Van Zant had written the song as a cautionary tale to his band members, inspired by Rossington’s near-fatal 1977 car crash and the feeling that some of them were pissing away their future with excessive drinking, drugging, and carousing. It wasn’t only the tragic prophecy of the song that’s chilling. In his own circle, it was common knowledge that Van Zant didn’t expect to live much longer.
“Ronnie could see the future, always had been able,” said his father Lacy. “You know, prior to starting the Survivor tour, Ronnie gave my brother EC his best black hat and a beautiful ring that he used to wear. He also gave me several things, including his lawn mower and his 1955 Chevy pickup truck. That led me to believe that Ronnie may have known that he did not have long to live. But when we were in Glasgow and they were playing with The Who or The Stones, I forgot. It was my birthday and Ronnie gave me the trophy that they had won over there. He told those people in Scotland: ‘I don’t think I’ll be back over to see you, to play for you anymore because I have never felt like I’d live to be 30.’ He was 29 when he said that.”

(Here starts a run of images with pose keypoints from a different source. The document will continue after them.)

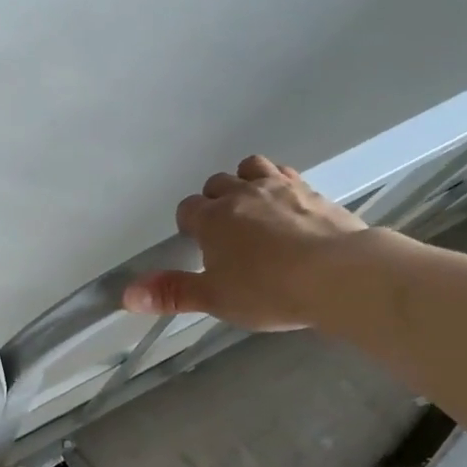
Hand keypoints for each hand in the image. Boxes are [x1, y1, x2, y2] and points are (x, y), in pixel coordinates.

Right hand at [123, 155, 365, 329]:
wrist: (339, 274)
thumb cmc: (269, 290)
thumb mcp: (216, 298)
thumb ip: (172, 293)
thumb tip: (126, 295)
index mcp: (213, 219)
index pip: (188, 209)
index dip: (189, 225)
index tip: (198, 243)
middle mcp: (242, 194)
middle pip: (217, 184)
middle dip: (215, 201)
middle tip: (224, 230)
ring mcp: (280, 188)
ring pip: (252, 168)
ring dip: (246, 181)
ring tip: (253, 207)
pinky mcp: (313, 191)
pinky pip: (288, 176)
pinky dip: (281, 185)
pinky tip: (289, 204)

“Skynyrd aren’t haunted by Ronnie Van Zant,” says Jeff Carlisi. “They’re haunted by the spectre of what could have been. And what was taken from them. They were contenders. And now they’re a tribute band.”

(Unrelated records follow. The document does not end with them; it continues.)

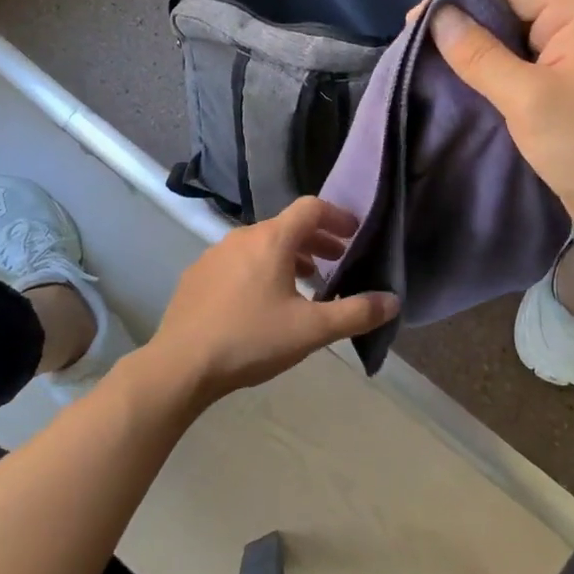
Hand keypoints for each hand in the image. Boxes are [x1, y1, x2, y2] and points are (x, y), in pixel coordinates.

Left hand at [149, 198, 398, 403]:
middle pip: (287, 226)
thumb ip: (356, 313)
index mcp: (272, 239)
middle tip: (337, 261)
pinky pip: (239, 261)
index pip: (311, 208)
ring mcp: (215, 254)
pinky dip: (261, 269)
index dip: (337, 216)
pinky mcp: (197, 275)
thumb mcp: (311, 330)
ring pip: (261, 244)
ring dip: (289, 256)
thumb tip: (393, 300)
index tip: (354, 233)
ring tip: (306, 283)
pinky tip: (263, 302)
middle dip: (317, 240)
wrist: (180, 365)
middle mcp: (242, 236)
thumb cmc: (251, 339)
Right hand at [428, 0, 573, 248]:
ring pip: (512, 37)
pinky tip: (461, 83)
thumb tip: (437, 16)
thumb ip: (480, 55)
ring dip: (474, 50)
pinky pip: (522, 63)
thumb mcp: (528, 99)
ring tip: (429, 64)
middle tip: (415, 47)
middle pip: (508, 6)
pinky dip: (492, 71)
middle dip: (462, 24)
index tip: (412, 23)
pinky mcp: (569, 83)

Could Ronnie have really foretold his own death? Johnny Van Zant, who replaced him as the lead singer of Lynyrd Skynyrd, isn’t sure. “Things work out in mysterious ways,” he says. “Ronnie and Stevie were only on this earth a short time. God made his mark on them for them to make their mark on the world. Hell, I don’t know if we’ll ever figure it out. Fate takes you on whatever road it wants. Some of us take a good road and some of us take a bad road. But, if my brother was really so sure he was going to go, don’t you think he would have made a will?”